Work item:
Determine which lines of the records include the word "Bismarckstraße", and copy them.

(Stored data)
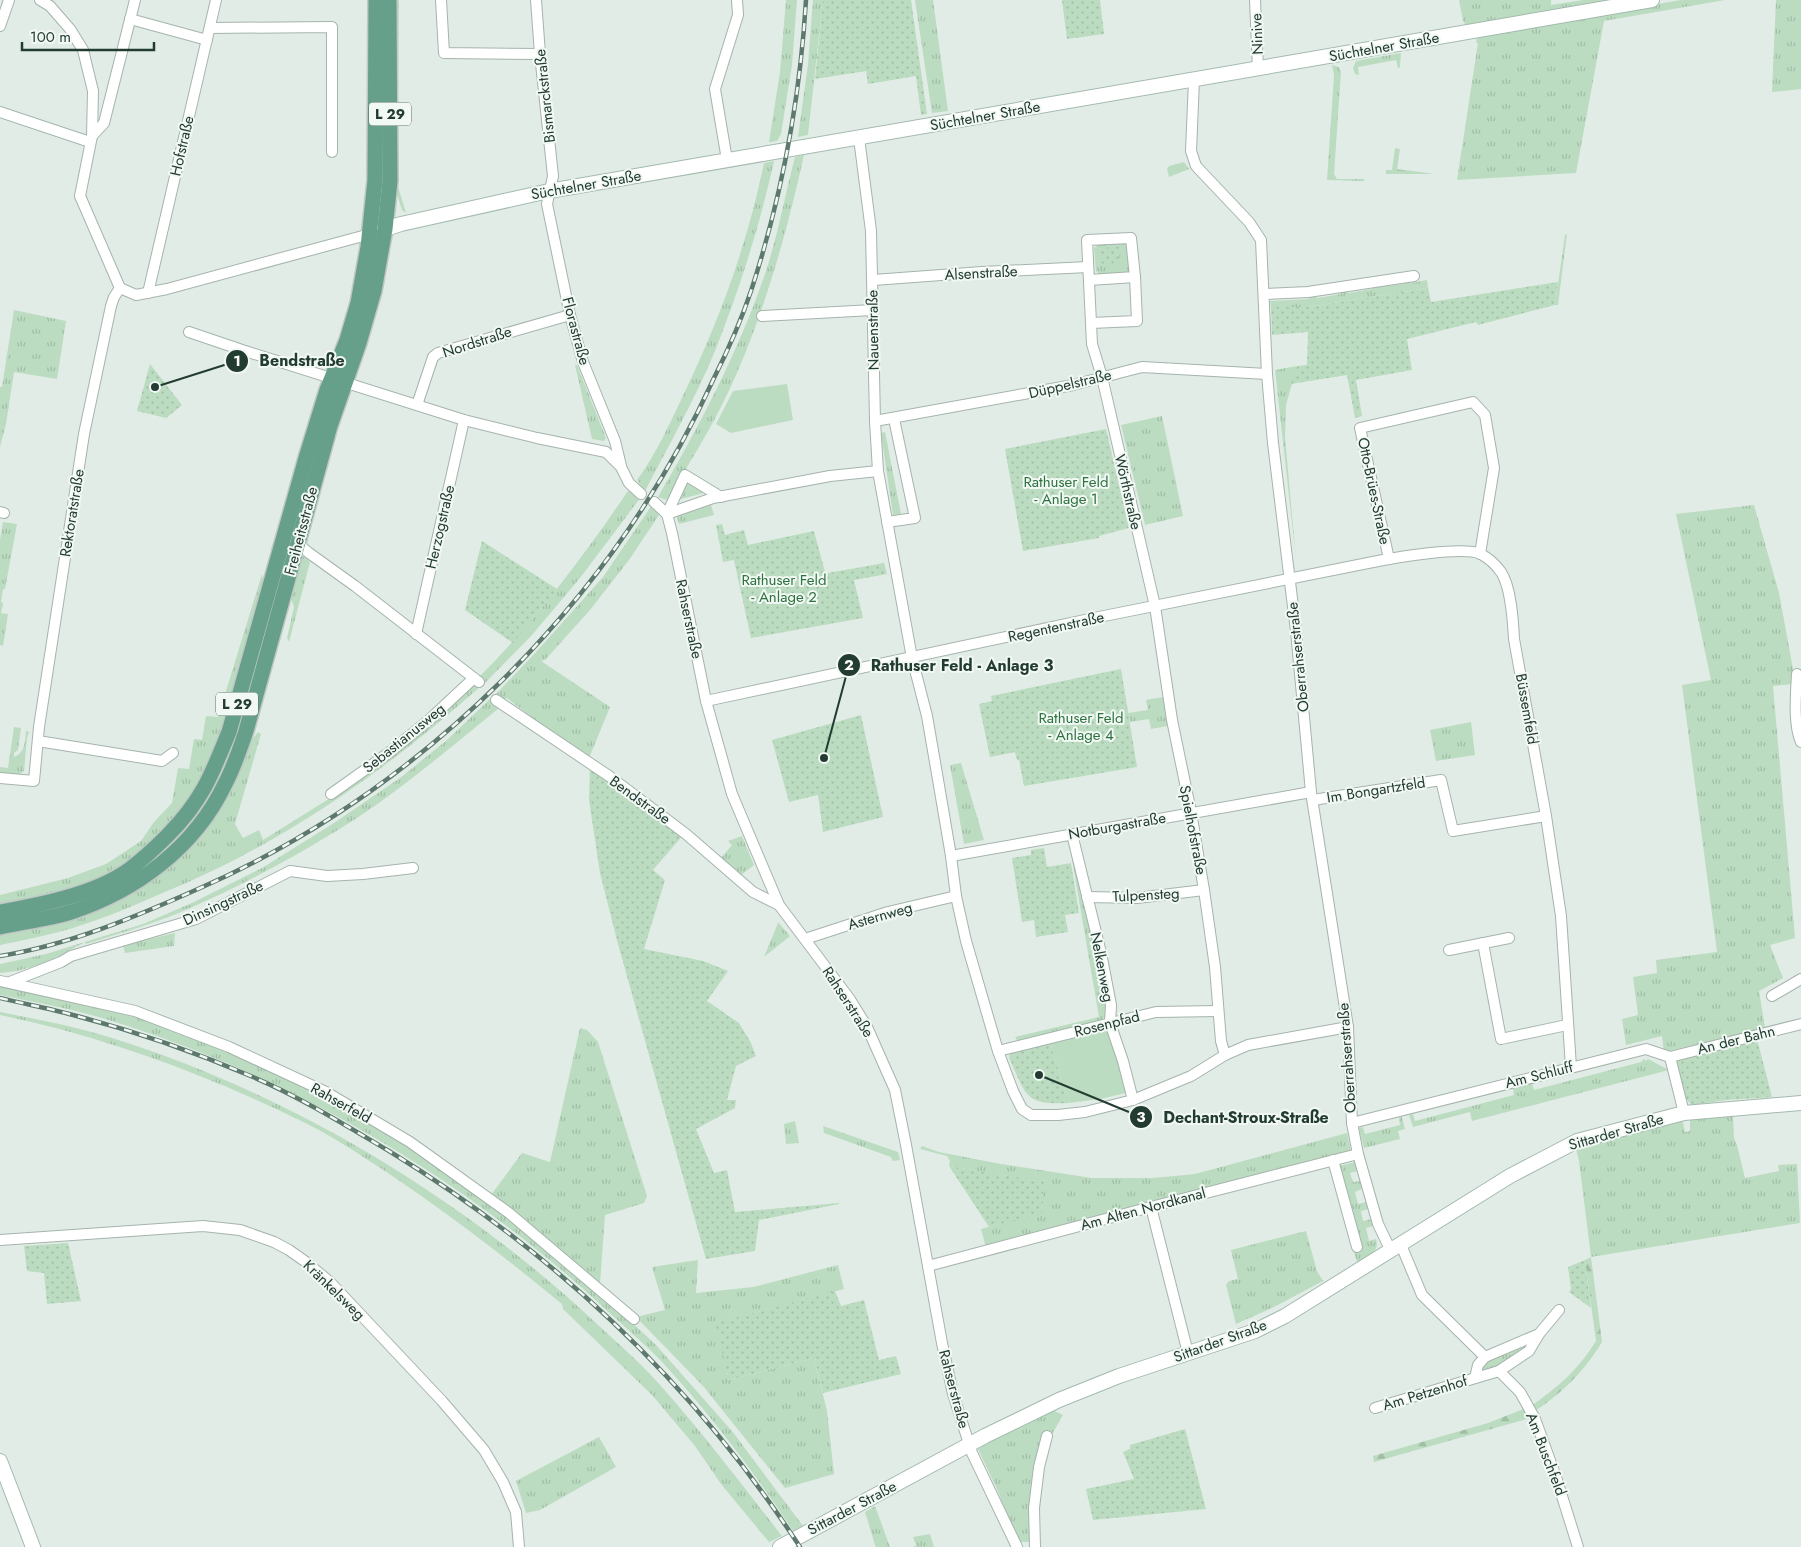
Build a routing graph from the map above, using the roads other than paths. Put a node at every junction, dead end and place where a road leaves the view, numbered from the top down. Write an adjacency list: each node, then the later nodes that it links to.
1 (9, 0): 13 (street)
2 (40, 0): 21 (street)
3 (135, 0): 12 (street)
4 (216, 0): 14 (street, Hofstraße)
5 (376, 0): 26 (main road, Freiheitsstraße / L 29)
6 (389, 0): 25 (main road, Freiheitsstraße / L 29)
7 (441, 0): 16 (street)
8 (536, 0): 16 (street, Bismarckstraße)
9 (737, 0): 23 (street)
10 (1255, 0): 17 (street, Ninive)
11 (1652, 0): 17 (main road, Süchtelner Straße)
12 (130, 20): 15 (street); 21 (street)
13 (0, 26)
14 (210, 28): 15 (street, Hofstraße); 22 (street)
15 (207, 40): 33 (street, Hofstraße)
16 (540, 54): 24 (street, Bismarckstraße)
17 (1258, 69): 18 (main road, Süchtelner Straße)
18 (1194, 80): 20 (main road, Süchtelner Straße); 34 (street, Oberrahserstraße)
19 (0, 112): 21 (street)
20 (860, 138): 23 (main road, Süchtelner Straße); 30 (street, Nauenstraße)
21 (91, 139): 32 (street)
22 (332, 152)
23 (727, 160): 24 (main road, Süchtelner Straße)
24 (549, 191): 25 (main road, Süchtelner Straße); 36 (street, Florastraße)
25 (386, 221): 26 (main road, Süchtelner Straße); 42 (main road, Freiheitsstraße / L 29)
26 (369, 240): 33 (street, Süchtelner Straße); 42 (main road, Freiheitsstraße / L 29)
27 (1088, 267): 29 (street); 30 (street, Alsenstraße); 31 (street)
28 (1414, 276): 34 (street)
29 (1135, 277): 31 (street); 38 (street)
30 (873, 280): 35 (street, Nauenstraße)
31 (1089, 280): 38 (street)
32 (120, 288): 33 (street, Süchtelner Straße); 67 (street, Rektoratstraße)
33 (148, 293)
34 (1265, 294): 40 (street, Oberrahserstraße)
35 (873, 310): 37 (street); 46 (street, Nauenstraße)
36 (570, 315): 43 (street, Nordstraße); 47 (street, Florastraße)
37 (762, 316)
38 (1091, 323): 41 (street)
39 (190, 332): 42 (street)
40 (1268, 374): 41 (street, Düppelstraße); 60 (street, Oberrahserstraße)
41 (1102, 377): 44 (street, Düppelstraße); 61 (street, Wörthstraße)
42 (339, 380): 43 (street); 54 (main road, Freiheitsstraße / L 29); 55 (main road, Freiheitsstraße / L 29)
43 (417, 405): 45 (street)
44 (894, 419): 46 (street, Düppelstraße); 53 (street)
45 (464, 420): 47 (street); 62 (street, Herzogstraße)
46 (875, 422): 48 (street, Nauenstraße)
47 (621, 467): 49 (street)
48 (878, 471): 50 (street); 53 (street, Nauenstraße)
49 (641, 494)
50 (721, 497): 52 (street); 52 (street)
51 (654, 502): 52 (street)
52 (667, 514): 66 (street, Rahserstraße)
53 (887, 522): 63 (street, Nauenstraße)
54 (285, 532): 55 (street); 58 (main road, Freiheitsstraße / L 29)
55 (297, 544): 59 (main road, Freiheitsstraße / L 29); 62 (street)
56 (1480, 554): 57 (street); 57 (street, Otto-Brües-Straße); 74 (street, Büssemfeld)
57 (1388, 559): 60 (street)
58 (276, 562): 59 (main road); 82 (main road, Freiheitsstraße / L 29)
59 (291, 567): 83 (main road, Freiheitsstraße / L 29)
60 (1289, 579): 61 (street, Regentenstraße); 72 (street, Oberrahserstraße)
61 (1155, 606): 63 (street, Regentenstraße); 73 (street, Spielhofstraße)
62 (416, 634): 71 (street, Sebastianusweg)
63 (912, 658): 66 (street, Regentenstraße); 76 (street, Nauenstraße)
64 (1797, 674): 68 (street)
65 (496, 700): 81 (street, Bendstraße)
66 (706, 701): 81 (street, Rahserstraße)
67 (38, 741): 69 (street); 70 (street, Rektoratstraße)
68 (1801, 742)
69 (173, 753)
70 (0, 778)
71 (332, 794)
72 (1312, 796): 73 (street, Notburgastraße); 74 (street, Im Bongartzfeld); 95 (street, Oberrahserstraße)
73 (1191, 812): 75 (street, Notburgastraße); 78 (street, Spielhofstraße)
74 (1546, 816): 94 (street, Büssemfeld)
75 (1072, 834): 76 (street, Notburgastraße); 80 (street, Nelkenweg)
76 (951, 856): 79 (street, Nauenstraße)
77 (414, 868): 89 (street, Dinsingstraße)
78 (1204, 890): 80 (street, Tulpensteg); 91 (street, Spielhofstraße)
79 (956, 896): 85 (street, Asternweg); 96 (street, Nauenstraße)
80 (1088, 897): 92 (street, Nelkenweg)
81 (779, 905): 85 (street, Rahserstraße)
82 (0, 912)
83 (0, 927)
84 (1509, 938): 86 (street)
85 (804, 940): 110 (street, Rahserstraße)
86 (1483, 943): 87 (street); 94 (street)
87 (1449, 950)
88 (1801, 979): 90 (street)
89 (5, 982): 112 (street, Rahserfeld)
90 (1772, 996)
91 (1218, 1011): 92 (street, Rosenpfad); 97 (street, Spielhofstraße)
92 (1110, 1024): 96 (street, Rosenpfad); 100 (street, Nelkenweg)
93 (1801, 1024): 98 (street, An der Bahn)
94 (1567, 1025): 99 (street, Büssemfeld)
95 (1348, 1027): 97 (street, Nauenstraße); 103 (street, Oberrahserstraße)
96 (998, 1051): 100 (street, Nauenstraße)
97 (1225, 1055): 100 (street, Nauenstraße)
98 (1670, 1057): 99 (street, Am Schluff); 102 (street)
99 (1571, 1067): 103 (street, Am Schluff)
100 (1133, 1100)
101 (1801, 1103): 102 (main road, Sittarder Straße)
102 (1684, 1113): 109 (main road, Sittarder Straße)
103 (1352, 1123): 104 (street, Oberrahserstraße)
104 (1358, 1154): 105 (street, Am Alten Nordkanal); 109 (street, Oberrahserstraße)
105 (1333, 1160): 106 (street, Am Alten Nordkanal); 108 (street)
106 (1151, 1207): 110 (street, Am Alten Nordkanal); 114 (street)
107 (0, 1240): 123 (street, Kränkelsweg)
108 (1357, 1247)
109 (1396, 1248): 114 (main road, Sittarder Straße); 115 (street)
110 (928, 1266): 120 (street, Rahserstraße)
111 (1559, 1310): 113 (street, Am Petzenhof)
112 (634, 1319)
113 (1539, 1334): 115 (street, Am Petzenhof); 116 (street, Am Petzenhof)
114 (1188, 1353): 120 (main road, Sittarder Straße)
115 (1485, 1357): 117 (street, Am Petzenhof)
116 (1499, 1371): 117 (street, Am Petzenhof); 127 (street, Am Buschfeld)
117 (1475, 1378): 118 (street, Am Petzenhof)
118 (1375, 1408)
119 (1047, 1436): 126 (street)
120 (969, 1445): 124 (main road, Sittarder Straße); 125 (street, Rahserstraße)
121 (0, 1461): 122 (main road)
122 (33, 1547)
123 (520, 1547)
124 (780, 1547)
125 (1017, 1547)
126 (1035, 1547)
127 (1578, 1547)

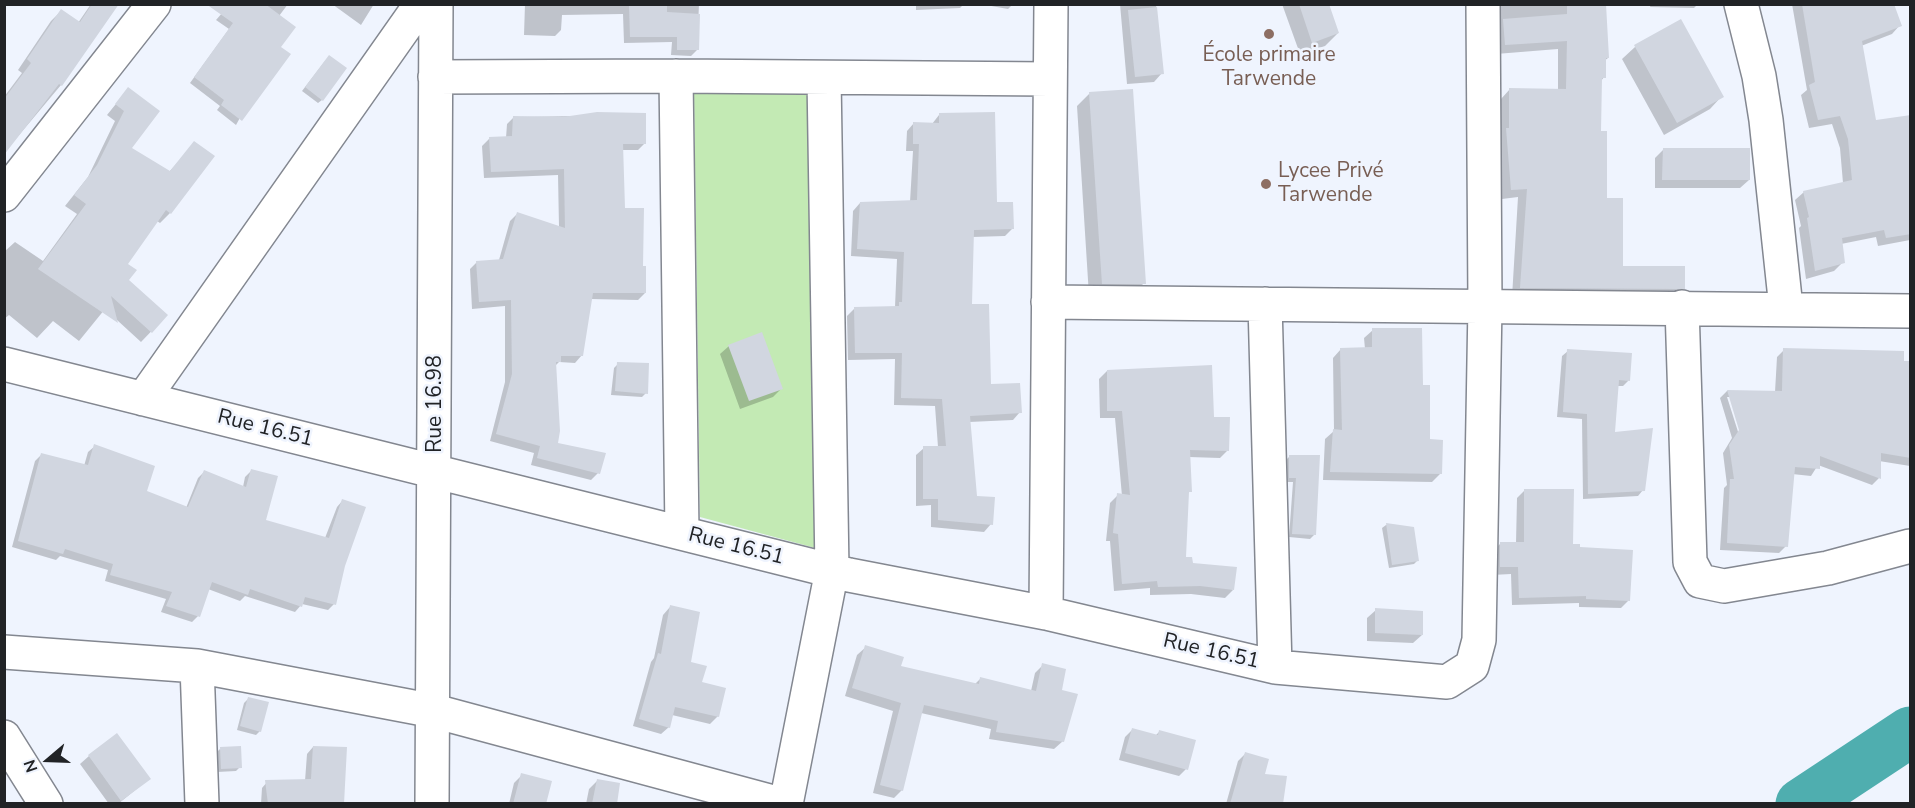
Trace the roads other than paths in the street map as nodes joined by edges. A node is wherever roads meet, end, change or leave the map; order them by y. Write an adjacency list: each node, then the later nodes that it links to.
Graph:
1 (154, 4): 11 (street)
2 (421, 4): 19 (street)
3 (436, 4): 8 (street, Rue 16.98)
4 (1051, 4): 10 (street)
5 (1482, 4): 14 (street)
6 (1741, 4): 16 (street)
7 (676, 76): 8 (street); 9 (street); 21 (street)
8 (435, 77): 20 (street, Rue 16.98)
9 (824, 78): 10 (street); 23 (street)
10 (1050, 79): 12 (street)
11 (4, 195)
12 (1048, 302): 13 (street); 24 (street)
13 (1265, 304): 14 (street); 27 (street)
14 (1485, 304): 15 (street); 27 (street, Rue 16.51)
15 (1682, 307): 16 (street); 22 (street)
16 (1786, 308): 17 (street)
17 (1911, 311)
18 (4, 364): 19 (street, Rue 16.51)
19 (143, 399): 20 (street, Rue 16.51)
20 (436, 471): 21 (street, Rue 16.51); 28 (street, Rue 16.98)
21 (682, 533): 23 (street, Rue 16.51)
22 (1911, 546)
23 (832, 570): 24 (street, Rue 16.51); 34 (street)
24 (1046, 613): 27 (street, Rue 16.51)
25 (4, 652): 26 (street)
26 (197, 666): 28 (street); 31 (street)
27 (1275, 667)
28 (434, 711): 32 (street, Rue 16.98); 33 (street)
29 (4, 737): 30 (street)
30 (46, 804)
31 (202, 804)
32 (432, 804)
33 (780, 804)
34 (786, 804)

Solution to the problem:
8 (536, 0): 16 (street, Bismarckstraße)
16 (540, 54): 24 (street, Bismarckstraße)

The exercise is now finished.